20rushtonj · January 24, 2023, 2:20am

I just thought I would report that I am continuing to get export errors when using NVENC AV1 with Apollo Frame Interpolation on vertical videos.

[av1_nvenc @ 000002244C5AD440] Failed locking bitstream buffer: invalid param (8):
Error submitting video frame to the encoder

Steps to reproduce:

Open a vertical video in TVAI (I personally used a video with dimensions 1080x1920 and 23.97fps)
Change the frame rate in the GUI (I personally picked 60fps).
In the frame rate interpolation settings select one of the Apollo models (Apollo, Apollo Soft, Apollo Sharp)
Set the video encoder to NVENC AV1
Start processing the video in the GUI you you will get an “unknown error” shortly after the processing starts. If you run this in the command line instead of the GUI then you will get the NVENC error listed above.

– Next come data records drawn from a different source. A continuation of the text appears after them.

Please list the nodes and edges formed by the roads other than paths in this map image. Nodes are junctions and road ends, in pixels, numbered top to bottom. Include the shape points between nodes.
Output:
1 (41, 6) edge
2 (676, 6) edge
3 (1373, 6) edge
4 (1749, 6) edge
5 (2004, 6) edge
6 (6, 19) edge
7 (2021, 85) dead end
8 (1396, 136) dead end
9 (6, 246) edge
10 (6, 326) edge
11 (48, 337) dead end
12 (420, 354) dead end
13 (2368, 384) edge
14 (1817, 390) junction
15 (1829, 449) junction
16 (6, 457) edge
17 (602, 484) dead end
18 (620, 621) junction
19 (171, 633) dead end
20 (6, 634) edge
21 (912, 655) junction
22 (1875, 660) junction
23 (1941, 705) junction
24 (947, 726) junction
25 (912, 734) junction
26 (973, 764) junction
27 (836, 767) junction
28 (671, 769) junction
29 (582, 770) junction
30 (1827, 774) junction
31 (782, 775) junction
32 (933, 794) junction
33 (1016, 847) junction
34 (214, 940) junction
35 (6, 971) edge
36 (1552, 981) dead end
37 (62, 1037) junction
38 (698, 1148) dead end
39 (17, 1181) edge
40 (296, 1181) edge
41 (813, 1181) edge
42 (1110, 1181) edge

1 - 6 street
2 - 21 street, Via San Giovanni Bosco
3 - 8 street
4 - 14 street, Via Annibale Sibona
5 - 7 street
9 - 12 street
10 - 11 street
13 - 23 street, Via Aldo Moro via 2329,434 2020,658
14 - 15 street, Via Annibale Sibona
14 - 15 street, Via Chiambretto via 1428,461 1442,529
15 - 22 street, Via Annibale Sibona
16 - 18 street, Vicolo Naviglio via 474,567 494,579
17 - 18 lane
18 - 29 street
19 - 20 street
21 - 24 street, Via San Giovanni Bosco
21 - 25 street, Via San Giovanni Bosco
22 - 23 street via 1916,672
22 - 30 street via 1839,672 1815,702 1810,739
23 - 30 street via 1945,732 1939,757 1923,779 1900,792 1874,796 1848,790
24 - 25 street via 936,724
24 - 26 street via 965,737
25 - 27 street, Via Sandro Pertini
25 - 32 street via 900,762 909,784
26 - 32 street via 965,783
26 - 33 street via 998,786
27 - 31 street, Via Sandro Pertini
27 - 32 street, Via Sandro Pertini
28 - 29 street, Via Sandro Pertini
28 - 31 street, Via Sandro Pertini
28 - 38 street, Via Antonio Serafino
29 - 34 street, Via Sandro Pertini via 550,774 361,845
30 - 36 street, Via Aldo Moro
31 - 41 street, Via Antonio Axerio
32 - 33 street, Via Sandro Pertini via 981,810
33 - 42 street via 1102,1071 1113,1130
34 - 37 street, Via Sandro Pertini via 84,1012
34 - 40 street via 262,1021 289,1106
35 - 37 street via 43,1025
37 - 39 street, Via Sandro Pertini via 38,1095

I don’t experience issues if I use other codecs (NVENC H264, NEVENC H265, ProRes, etc).
I also don’t experience issues if I use other frame rate interpolation models like Chronos.
I also don’t experience issues with horizontal videos with similar specifications (1920x1080 at 23.97fps)

GPU: RTX 4090 (Driver 528.02 Studio Driver)
CPU: Ryzen 9 5950X
RAM: 64GB
Windows 11

TomaszW · January 24, 2023, 6:21am

there is still no manager models, I’m sad.

ole.solev · January 24, 2023, 6:58am

Did you fix noise level ignorance?
Did you fix Relative to Auto ineffectiveness?

suraj · January 24, 2023, 7:50am

Will look into this, expect it fixed by 3.1.2

suraj · January 24, 2023, 7:51am

Don’t expect it anytime soon.

suraj · January 24, 2023, 7:52am

Can you elaborate on the problems with more details.

TPX · January 24, 2023, 8:10am

The speed with AMD GPUs is still at the level of 2.6.4. and below.

I assume that with AMD GPUs the models are executed serially and not in parallel.

TPX · January 24, 2023, 8:18am

Thats 24 FPS with 4 parallel previews.

8.2 fps with a single preview.

With a single Preview 3639 MB are loaded in the Vram, with 4 Previews 14421 MB are loaded into the Vram.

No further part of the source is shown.